▶ **Excerpted data**
--------------------------------

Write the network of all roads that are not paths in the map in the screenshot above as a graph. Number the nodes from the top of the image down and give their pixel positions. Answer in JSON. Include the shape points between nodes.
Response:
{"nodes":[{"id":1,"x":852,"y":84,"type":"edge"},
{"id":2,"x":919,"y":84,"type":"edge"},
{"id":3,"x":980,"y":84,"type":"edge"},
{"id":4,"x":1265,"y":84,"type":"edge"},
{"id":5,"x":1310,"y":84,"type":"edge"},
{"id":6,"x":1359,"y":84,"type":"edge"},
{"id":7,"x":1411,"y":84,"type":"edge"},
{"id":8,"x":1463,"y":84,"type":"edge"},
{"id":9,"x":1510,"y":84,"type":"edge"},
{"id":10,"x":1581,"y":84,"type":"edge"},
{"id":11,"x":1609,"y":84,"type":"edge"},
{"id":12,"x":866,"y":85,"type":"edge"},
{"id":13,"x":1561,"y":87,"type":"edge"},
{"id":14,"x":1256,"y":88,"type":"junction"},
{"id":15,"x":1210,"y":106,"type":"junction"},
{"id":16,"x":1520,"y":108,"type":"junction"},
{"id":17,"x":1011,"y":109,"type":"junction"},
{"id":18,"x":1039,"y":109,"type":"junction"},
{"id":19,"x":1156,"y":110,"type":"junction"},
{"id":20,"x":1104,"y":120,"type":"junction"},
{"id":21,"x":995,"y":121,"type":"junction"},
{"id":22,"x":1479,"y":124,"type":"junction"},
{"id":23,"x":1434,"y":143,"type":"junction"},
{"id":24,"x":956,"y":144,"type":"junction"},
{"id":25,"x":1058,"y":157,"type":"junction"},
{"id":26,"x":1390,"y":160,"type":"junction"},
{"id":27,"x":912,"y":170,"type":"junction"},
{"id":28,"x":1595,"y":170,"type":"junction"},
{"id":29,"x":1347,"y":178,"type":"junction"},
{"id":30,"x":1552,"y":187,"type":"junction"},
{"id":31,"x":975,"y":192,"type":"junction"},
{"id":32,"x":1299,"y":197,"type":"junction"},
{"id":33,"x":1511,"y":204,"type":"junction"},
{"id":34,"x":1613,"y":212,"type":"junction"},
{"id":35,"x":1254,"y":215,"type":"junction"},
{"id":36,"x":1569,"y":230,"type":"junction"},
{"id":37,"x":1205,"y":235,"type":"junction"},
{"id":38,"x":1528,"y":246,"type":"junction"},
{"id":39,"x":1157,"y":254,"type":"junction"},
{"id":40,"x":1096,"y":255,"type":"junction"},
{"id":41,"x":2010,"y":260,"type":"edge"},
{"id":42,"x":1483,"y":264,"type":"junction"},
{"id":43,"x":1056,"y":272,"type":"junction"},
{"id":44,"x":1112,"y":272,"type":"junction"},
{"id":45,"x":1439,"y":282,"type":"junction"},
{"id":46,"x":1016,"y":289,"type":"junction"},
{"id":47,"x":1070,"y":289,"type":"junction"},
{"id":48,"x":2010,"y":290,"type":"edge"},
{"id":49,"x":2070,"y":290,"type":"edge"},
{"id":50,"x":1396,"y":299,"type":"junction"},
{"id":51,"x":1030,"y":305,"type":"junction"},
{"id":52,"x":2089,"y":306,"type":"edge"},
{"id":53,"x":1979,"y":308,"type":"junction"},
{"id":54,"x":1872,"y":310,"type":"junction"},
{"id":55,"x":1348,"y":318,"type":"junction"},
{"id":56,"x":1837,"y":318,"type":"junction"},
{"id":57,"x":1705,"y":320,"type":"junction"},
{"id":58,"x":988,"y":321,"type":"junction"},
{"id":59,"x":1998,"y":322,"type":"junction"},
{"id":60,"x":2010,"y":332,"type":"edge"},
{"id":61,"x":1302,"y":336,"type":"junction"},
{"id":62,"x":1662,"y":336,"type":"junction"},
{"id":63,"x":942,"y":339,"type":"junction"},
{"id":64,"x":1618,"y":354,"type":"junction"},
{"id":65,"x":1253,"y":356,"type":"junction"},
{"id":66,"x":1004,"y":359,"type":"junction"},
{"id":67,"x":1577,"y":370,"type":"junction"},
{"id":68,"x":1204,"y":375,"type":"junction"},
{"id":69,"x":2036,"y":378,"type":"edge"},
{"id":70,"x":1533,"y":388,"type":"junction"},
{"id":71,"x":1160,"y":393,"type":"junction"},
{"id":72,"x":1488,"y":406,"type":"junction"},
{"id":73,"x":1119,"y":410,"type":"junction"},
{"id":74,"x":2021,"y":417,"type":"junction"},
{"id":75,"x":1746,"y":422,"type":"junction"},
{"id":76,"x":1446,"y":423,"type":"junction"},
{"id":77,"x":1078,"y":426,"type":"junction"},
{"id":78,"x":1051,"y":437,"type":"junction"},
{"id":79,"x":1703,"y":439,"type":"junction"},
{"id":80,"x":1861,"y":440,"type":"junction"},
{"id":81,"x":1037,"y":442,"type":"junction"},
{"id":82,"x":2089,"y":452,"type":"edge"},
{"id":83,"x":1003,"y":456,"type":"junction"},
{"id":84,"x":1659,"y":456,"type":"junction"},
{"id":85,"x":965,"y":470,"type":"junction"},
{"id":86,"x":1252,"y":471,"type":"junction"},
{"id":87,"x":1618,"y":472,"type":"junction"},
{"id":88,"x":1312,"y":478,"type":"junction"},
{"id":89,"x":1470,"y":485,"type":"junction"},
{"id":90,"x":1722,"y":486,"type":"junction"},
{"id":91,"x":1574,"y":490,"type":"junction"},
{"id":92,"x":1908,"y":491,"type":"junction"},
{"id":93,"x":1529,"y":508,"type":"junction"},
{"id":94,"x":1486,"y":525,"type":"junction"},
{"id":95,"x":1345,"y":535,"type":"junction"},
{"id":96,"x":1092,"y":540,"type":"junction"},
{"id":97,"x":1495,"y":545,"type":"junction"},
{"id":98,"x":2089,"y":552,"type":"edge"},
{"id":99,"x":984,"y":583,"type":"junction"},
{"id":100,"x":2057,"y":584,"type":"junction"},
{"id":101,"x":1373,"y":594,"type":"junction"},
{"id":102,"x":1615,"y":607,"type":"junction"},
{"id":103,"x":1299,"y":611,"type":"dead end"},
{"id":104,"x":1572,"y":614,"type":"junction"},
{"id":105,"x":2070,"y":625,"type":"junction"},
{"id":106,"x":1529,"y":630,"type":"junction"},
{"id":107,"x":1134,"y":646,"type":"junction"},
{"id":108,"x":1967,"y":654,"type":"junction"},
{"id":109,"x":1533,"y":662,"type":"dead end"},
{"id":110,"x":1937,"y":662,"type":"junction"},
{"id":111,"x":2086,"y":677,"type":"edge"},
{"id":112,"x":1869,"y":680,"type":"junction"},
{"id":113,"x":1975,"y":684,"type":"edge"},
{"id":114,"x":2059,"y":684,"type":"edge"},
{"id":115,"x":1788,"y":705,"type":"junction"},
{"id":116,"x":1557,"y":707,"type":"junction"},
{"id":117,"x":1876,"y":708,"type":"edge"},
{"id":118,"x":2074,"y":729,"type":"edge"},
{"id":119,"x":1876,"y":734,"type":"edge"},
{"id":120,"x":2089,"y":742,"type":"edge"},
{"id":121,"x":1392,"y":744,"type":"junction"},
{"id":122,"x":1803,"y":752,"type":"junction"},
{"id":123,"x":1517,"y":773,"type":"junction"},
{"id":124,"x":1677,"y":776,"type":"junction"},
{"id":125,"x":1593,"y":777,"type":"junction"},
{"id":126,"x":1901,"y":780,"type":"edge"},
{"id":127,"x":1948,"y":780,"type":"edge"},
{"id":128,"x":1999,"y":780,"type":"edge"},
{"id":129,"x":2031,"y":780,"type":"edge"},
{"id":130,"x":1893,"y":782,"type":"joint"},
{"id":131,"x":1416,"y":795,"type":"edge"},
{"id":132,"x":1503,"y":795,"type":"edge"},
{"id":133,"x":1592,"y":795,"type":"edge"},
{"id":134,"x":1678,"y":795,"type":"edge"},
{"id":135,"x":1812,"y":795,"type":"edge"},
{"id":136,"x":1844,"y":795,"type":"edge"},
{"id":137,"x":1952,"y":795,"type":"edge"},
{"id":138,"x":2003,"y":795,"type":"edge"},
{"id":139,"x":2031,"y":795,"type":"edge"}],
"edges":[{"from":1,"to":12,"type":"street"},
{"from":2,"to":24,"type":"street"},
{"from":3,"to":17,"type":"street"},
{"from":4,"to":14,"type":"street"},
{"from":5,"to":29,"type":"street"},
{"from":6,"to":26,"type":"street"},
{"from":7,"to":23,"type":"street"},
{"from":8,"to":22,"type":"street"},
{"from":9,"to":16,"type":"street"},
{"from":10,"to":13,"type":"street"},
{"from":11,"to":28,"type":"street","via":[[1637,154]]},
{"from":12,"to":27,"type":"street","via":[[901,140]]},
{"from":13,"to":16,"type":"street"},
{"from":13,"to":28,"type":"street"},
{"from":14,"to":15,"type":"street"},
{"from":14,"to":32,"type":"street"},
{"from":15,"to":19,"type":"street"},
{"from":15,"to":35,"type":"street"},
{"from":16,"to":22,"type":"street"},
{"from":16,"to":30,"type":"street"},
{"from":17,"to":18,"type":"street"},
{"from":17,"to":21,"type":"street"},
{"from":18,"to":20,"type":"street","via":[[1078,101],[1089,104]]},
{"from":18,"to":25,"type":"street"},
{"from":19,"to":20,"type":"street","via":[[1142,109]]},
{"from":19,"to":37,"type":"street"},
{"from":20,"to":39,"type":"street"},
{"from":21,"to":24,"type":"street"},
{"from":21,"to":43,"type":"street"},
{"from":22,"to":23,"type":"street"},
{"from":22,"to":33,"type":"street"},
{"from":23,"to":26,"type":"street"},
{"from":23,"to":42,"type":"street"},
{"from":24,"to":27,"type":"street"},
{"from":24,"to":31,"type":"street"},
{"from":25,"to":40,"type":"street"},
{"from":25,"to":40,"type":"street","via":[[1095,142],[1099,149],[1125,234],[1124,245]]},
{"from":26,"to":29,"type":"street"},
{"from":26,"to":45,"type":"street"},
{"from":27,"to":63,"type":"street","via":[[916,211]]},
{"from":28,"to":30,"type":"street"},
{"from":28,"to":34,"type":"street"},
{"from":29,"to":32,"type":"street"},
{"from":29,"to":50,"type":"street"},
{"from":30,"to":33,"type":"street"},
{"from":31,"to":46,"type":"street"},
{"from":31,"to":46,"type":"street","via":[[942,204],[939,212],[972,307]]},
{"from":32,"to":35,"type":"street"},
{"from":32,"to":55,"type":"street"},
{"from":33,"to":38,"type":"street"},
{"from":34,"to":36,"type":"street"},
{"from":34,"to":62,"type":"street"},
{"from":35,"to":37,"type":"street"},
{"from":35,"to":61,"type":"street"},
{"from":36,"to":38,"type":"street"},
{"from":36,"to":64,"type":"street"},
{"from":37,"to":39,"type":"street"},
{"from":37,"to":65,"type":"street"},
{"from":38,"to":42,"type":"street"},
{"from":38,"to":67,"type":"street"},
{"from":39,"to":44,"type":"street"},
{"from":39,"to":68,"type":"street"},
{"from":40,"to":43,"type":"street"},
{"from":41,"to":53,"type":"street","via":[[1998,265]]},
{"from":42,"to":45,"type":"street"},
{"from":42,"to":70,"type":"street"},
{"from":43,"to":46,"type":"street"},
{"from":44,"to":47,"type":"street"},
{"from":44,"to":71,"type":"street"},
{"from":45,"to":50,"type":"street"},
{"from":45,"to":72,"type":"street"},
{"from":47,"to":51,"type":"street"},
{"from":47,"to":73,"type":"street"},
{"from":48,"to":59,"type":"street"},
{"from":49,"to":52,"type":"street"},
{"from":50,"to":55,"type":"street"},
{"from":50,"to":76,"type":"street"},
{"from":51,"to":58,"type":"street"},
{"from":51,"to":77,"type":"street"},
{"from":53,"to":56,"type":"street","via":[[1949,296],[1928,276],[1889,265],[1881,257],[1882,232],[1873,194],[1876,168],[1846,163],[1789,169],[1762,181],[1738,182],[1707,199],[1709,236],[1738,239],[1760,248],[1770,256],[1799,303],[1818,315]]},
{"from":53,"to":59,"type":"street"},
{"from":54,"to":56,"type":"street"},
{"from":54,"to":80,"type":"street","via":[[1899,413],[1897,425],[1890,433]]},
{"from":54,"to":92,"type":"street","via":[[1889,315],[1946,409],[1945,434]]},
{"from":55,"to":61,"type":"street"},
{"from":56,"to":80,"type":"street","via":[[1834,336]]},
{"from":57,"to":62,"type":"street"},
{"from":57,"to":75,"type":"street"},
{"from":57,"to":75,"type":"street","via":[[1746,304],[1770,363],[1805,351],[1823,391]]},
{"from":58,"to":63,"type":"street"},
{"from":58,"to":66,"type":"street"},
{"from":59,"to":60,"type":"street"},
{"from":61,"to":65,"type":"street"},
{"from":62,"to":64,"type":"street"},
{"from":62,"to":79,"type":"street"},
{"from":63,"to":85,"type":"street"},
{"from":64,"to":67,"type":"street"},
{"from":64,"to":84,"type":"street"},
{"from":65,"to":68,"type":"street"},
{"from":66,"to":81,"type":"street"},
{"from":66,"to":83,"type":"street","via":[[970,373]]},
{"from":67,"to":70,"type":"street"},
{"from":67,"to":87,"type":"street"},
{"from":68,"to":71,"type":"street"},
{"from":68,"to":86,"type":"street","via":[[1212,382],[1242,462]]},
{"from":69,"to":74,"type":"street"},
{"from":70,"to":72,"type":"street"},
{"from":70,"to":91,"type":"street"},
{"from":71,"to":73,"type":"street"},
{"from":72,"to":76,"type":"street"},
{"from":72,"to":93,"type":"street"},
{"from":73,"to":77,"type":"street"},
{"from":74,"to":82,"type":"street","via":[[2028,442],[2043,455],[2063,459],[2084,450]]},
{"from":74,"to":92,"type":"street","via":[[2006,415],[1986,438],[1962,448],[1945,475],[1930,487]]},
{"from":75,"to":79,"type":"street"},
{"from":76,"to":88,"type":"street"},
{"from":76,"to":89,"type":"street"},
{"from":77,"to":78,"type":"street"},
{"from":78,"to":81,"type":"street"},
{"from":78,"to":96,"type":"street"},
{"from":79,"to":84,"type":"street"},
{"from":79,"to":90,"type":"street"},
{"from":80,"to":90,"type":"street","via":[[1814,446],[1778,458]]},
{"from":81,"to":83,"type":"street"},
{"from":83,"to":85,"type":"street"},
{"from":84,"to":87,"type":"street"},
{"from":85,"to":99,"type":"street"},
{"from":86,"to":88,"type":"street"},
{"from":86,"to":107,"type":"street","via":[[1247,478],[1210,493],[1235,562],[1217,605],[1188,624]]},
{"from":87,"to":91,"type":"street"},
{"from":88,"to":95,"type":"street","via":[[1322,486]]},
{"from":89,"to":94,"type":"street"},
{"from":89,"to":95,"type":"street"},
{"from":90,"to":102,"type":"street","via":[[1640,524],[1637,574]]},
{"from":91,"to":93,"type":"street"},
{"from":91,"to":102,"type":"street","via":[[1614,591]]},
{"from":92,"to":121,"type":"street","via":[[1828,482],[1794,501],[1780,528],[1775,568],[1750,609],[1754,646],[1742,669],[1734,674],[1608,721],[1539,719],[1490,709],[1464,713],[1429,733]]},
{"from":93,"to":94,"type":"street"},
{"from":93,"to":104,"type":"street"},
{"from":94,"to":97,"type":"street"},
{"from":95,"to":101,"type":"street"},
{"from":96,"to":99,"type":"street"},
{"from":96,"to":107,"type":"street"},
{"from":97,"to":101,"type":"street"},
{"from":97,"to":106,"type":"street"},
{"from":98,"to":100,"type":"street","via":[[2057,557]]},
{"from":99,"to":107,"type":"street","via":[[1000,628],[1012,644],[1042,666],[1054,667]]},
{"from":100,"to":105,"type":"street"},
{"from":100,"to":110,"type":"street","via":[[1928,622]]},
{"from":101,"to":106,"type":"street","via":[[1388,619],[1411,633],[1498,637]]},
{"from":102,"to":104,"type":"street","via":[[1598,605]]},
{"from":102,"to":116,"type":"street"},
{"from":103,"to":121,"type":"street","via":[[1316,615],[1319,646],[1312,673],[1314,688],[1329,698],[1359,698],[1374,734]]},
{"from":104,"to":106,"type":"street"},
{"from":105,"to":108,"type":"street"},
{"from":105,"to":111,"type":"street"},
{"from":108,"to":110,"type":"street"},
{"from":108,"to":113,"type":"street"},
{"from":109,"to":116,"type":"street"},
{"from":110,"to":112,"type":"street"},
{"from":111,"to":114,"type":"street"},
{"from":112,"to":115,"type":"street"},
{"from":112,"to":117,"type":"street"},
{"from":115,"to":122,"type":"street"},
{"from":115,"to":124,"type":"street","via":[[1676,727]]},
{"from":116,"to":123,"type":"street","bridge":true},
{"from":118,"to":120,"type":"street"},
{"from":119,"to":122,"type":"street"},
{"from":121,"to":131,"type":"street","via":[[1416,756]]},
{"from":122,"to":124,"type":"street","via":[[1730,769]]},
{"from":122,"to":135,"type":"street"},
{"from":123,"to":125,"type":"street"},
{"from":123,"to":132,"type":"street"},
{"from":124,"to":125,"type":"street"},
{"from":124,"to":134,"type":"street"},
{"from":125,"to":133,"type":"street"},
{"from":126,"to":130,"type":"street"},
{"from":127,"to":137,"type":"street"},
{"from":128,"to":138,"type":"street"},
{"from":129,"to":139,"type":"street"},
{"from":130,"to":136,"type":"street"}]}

--------------------------------

Search the material above for the string "nodes". Show every line that holds it.

▶ **Answer for this exercise**
Write the network of all roads that are not paths in the map in the screenshot above as a graph. Number the nodes from the top of the image down and give their pixel positions. Answer in JSON. Include the shape points between nodes.
{"nodes":[{"id":1,"x":852,"y":84,"type":"edge"},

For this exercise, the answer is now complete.